Exercise. Copy each line in the data below that contains the word "İstanbul".

Collected data entries:
———

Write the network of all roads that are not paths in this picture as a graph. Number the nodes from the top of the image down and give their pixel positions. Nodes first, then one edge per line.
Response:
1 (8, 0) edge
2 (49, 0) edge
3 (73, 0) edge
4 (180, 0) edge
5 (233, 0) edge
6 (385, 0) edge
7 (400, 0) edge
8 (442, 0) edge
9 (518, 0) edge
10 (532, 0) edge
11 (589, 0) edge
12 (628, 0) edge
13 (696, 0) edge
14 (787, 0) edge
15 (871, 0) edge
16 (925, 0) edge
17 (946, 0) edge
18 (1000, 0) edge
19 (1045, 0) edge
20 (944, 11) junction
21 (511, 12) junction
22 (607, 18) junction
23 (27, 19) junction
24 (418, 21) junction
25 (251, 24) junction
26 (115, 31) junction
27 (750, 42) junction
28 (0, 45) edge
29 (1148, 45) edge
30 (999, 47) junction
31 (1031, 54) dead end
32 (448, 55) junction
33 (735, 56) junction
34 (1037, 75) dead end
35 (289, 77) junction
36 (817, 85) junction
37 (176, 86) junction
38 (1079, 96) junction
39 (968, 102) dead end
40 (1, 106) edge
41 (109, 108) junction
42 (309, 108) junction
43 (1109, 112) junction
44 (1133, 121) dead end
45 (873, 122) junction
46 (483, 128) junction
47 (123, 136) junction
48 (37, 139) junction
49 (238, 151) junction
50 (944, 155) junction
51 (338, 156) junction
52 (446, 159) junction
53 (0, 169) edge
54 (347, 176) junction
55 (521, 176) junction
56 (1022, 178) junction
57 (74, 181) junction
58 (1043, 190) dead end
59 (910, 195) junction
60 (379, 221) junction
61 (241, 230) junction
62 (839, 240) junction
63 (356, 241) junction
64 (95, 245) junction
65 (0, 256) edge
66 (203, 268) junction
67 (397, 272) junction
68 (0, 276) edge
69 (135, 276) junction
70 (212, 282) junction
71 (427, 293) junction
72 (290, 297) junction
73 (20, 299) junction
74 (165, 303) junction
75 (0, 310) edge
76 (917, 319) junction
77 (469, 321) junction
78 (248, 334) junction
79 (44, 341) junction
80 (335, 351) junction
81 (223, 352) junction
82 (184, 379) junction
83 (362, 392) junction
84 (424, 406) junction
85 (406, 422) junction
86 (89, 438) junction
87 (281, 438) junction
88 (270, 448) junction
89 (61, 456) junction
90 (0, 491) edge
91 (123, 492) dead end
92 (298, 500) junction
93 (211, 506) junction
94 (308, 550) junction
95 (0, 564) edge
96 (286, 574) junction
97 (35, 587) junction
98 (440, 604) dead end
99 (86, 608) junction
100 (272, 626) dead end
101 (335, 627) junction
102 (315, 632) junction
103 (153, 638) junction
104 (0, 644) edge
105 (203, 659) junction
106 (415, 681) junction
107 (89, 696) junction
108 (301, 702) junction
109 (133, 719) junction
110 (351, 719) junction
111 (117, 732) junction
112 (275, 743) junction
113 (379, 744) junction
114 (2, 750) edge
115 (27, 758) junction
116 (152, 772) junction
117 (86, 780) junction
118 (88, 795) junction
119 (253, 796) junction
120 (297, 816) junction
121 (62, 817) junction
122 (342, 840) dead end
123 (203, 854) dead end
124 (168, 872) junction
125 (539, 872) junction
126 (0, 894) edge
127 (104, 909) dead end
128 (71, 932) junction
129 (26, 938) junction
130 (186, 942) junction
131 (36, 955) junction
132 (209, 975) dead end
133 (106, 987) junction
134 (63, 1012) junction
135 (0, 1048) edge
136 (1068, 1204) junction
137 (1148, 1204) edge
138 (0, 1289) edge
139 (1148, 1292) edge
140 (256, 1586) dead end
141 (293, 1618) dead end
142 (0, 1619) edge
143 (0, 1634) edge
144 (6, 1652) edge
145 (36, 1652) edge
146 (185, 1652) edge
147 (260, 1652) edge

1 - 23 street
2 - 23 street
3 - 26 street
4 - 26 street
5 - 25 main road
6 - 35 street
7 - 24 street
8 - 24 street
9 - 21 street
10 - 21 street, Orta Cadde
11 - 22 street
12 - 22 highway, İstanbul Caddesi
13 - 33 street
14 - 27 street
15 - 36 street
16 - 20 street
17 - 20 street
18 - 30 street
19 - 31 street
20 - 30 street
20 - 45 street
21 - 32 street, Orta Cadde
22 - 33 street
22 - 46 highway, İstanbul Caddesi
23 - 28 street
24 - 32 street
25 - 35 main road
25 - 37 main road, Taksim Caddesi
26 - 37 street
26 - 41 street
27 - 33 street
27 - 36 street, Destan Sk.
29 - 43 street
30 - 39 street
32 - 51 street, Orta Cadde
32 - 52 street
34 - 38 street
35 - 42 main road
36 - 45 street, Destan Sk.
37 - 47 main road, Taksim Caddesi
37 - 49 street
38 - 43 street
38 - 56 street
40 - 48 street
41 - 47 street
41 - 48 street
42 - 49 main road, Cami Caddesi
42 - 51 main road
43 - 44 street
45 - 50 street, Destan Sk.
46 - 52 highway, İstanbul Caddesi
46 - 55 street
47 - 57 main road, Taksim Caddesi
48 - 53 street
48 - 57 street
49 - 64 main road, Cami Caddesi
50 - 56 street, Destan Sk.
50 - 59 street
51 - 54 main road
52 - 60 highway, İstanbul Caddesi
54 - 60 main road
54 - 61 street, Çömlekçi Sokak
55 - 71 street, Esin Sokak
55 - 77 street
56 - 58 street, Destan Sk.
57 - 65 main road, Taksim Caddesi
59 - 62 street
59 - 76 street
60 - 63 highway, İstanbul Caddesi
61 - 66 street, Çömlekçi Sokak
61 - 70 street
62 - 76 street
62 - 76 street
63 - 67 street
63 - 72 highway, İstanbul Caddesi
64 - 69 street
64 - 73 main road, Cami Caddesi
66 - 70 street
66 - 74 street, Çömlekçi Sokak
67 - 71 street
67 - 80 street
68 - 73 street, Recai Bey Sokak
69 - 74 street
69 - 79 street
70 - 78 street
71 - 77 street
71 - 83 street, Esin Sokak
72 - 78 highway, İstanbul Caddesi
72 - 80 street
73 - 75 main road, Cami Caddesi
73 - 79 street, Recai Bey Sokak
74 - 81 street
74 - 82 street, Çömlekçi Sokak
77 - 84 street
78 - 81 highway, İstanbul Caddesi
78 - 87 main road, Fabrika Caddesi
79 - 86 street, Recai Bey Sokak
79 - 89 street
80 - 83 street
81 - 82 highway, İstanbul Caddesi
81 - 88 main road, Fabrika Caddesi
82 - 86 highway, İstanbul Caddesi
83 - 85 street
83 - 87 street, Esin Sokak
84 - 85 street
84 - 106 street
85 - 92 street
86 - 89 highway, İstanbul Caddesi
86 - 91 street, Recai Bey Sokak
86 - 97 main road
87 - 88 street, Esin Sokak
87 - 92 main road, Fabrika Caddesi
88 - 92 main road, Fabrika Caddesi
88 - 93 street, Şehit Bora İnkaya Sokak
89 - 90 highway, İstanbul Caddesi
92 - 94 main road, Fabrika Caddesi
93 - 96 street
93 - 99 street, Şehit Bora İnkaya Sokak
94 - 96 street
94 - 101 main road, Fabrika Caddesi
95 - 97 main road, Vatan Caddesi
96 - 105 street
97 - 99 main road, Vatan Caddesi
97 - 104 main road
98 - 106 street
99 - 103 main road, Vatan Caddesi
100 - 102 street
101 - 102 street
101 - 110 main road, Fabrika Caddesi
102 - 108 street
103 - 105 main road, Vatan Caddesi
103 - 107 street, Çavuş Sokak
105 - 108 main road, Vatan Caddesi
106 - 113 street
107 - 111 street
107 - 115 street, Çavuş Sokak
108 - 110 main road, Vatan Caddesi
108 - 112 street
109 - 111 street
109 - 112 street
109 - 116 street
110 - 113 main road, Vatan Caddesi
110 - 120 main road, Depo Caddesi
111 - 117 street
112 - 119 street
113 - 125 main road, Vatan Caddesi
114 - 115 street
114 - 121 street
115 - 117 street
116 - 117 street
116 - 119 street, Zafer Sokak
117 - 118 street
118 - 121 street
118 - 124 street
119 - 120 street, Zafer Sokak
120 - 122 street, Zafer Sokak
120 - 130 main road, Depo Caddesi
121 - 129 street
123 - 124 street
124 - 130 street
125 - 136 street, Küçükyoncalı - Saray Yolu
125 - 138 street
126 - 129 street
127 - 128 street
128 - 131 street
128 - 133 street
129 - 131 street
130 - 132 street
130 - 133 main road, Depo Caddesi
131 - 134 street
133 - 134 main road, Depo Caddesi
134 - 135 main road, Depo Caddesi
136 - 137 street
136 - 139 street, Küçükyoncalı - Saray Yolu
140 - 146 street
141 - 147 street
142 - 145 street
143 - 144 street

———

Exercise answer.
12 - 22 highway, İstanbul Caddesi
22 - 46 highway, İstanbul Caddesi
46 - 52 highway, İstanbul Caddesi
52 - 60 highway, İstanbul Caddesi
60 - 63 highway, İstanbul Caddesi
63 - 72 highway, İstanbul Caddesi
72 - 78 highway, İstanbul Caddesi
78 - 81 highway, İstanbul Caddesi
81 - 82 highway, İstanbul Caddesi
82 - 86 highway, İstanbul Caddesi
86 - 89 highway, İstanbul Caddesi
89 - 90 highway, İstanbul Caddesi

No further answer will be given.